*Source data*.
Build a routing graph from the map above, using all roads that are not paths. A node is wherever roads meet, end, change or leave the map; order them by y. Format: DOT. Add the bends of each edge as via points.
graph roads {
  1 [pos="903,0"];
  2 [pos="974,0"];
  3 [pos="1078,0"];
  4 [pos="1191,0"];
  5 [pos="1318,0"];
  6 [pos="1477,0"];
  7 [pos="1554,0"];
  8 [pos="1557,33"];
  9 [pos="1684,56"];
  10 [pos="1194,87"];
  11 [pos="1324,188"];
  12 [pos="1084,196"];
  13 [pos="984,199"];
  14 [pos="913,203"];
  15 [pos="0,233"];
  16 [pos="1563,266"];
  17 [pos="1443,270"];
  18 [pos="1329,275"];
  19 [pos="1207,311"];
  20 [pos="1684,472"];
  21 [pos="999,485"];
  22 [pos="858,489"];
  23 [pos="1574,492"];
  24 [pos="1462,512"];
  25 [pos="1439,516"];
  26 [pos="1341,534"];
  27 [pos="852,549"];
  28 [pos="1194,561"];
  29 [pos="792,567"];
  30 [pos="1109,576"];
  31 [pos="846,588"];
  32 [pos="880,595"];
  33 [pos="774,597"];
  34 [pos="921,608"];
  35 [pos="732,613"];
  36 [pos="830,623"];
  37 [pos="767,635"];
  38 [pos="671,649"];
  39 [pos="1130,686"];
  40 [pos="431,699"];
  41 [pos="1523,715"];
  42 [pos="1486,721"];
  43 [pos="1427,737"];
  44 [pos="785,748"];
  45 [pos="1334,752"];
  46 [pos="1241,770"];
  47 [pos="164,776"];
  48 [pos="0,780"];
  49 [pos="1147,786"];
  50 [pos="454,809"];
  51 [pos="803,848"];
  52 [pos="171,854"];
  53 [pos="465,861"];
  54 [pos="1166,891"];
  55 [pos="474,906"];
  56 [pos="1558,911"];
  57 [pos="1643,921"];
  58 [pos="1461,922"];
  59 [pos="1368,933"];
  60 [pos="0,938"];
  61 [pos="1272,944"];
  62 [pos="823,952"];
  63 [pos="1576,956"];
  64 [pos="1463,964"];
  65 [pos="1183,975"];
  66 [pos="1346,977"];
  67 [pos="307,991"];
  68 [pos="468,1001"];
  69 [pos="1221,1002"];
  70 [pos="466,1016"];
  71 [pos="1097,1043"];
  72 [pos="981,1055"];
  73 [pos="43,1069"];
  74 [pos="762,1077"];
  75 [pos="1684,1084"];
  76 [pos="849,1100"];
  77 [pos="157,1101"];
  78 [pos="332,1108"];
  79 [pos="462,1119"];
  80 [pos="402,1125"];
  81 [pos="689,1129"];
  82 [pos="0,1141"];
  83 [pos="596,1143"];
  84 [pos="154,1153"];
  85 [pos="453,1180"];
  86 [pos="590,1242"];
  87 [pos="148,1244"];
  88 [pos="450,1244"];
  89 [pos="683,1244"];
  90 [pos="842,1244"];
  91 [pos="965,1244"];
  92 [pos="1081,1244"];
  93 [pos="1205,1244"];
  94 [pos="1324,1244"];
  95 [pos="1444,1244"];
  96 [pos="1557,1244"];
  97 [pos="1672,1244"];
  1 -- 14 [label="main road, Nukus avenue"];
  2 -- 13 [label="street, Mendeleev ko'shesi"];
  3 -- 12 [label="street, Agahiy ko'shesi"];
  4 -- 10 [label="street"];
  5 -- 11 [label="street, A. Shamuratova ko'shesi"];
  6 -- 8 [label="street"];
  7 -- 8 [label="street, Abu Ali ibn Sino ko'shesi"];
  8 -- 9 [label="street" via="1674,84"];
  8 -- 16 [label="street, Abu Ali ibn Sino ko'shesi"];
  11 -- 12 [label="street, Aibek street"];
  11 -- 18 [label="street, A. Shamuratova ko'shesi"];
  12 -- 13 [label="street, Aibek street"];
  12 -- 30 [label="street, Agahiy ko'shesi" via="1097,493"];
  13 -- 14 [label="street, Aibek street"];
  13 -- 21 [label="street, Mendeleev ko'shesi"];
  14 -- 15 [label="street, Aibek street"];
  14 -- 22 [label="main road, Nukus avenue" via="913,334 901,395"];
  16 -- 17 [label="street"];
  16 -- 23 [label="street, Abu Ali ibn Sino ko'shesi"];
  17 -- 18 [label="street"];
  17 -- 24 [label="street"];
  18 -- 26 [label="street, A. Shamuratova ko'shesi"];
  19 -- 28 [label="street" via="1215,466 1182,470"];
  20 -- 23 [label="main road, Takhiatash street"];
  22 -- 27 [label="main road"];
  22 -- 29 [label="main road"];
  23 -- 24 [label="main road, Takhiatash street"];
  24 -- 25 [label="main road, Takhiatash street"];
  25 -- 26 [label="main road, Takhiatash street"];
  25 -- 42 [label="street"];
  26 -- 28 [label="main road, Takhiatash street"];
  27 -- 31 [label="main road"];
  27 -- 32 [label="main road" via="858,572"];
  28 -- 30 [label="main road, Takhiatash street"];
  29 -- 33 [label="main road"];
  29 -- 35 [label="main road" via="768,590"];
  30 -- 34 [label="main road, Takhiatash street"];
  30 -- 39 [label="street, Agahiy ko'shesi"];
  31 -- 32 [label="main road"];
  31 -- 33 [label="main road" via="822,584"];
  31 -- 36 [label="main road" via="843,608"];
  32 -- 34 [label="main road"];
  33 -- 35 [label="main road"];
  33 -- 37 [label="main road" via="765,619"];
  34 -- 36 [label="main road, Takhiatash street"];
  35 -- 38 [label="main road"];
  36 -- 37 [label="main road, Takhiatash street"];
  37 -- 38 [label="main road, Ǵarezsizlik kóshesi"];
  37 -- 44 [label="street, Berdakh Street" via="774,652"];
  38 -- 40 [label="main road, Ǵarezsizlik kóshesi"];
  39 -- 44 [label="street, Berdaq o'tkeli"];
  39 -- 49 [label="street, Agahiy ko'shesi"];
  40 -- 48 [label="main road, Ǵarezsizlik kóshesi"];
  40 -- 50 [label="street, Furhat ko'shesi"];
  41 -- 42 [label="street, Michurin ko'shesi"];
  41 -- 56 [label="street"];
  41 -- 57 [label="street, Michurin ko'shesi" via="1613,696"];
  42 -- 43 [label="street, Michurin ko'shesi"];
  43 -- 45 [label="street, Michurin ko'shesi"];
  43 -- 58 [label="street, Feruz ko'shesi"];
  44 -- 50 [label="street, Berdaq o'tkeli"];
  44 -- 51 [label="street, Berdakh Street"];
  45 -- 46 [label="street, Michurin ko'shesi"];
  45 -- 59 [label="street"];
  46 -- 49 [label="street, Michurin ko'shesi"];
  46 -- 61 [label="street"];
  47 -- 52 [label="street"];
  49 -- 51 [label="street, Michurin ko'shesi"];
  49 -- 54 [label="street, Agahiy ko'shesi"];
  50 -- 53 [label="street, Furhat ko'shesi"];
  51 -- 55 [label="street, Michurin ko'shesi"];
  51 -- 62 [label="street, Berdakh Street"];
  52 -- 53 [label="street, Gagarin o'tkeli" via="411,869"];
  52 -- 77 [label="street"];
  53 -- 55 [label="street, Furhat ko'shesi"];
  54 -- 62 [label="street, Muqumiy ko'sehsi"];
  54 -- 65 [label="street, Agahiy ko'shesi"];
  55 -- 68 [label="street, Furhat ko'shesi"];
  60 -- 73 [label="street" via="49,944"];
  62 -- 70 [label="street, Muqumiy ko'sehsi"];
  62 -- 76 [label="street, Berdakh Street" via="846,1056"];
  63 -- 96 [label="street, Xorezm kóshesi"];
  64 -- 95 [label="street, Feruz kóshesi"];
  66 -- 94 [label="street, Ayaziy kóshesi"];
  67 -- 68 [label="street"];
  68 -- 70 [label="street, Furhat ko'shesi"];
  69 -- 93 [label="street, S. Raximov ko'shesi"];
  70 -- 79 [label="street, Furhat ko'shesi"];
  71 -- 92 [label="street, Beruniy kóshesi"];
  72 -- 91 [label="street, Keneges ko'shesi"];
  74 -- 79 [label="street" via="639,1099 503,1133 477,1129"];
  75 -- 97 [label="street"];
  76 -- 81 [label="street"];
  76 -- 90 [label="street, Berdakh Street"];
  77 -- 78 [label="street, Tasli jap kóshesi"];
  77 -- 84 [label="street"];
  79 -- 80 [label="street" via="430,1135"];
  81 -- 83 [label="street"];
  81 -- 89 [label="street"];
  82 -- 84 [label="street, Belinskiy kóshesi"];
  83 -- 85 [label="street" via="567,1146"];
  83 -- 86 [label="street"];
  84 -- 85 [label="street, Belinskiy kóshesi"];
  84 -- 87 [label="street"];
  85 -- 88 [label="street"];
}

*What to produce*. In the entries above, some lines hold the string "Agahiy". Copy each of them.

*Reply*.
  3 -- 12 [label="street, Agahiy ko'shesi"];
  12 -- 30 [label="street, Agahiy ko'shesi" via="1097,493"];
  30 -- 39 [label="street, Agahiy ko'shesi"];
  39 -- 49 [label="street, Agahiy ko'shesi"];
  49 -- 54 [label="street, Agahiy ko'shesi"];
  54 -- 65 [label="street, Agahiy ko'shesi"];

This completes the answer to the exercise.